BRIEF: If a line of the records holds the word "lane", copy it out.

Stored data entries
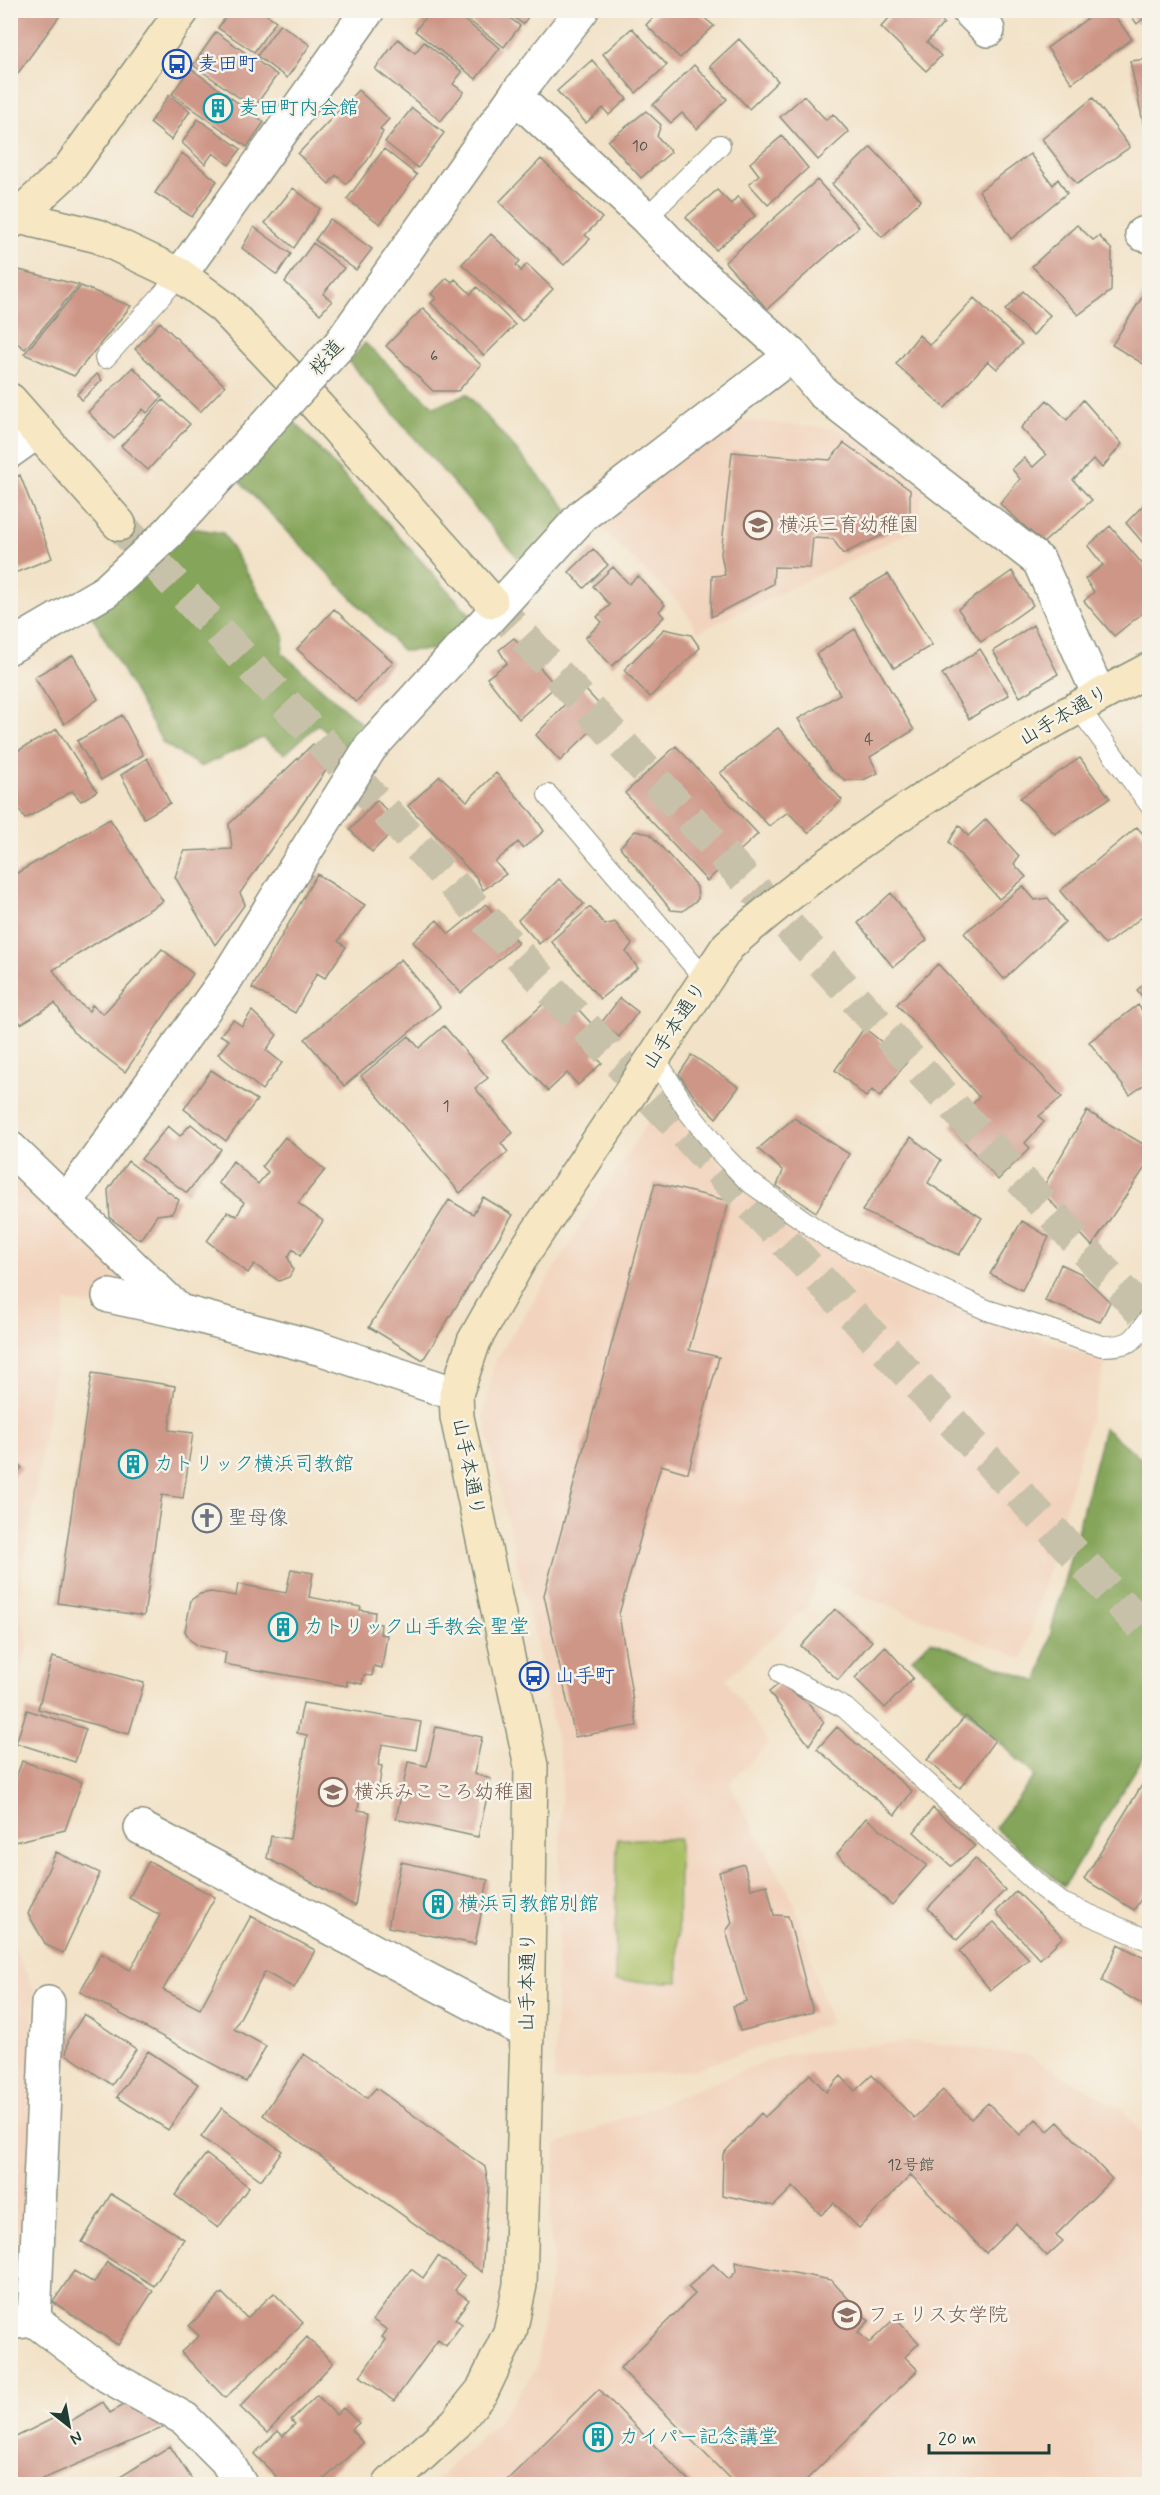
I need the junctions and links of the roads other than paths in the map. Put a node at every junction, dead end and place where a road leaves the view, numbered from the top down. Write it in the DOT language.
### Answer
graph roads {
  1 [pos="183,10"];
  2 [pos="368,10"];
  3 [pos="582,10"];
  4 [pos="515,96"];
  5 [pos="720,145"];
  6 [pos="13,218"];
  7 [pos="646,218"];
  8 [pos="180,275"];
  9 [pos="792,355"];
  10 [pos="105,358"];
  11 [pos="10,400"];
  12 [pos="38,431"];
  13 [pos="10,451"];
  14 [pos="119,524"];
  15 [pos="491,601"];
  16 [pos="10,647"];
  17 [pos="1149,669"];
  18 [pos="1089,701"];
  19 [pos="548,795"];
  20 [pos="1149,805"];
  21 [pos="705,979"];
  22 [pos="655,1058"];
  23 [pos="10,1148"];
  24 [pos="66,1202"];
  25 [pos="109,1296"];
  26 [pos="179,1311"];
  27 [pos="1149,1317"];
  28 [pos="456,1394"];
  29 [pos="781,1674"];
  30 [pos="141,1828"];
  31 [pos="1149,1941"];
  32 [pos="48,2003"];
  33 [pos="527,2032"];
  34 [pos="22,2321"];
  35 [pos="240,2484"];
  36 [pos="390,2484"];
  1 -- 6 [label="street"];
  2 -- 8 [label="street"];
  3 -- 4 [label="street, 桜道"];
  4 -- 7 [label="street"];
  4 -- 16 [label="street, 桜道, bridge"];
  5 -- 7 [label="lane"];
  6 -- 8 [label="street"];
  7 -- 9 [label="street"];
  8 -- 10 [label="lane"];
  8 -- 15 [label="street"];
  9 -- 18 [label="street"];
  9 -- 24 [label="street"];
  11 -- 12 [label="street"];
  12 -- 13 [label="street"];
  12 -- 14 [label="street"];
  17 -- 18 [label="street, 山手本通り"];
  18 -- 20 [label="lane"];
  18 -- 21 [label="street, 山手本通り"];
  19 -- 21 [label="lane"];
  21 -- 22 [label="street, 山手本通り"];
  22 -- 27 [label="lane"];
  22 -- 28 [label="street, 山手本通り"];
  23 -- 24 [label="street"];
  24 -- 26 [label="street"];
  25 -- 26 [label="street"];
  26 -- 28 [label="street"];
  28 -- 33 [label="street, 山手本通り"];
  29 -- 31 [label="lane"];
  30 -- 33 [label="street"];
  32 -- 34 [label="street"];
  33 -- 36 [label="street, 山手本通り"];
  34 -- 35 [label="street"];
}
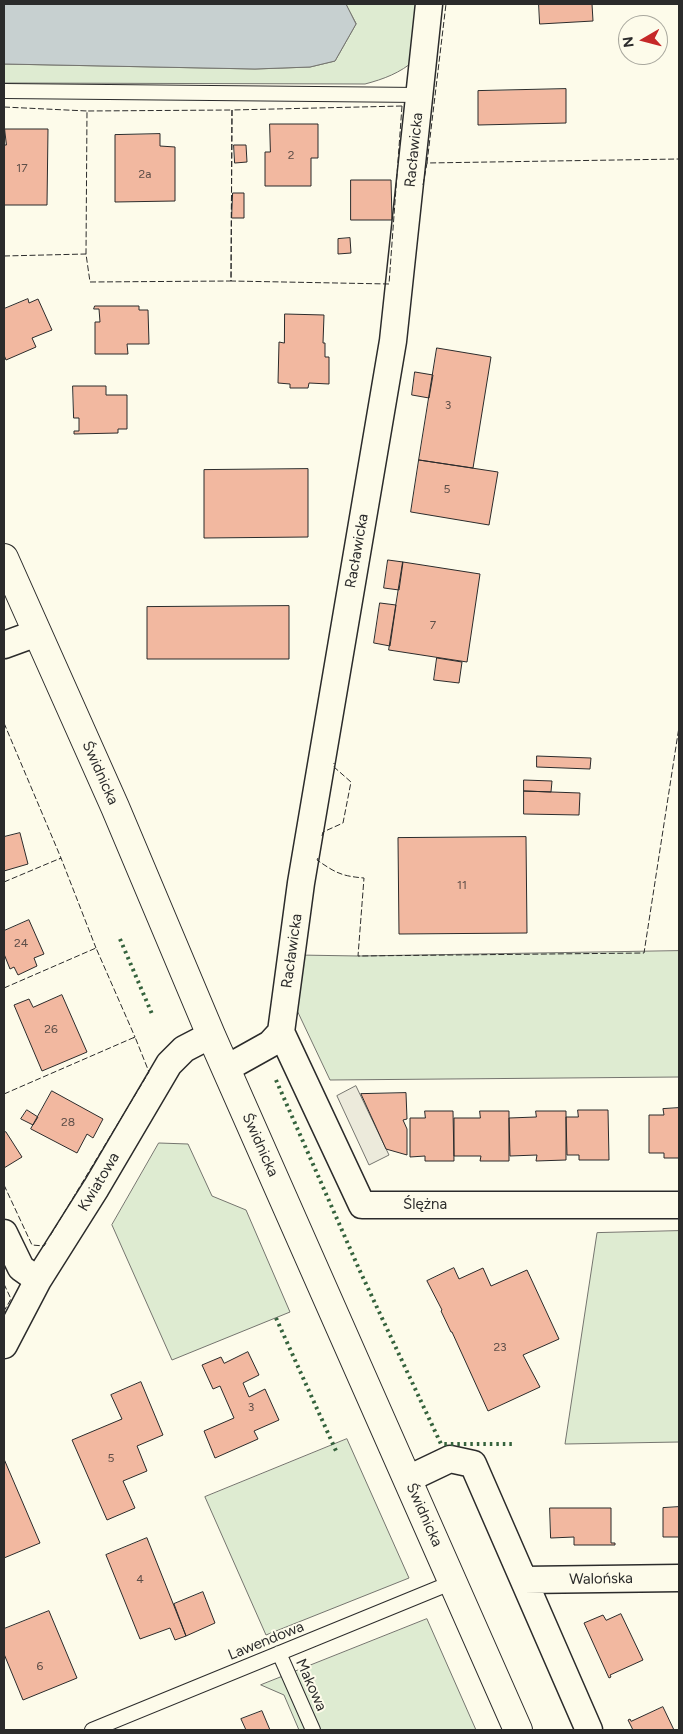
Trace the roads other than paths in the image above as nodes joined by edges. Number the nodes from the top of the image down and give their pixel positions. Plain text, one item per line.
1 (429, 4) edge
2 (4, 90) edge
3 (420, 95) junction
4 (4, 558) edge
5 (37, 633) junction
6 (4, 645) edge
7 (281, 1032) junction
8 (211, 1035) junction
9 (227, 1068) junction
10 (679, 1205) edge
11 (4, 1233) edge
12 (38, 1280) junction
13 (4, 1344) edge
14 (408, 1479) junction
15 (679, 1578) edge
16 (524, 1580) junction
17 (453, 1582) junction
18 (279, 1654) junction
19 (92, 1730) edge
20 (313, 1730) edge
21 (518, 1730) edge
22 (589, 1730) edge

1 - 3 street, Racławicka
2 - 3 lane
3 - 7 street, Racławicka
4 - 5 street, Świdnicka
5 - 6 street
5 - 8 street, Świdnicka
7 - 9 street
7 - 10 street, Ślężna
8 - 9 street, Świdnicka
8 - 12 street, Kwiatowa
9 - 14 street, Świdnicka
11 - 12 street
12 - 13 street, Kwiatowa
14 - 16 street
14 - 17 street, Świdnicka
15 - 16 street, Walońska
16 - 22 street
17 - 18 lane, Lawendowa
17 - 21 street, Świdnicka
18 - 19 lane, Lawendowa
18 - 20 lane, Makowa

RESULT FOR THIS TASK:
  5 -- 7 [label="lane"];
  8 -- 10 [label="lane"];
  18 -- 20 [label="lane"];
  19 -- 21 [label="lane"];
  22 -- 27 [label="lane"];
  29 -- 31 [label="lane"];
2 - 3 lane
17 - 18 lane, Lawendowa
18 - 19 lane, Lawendowa
18 - 20 lane, Makowa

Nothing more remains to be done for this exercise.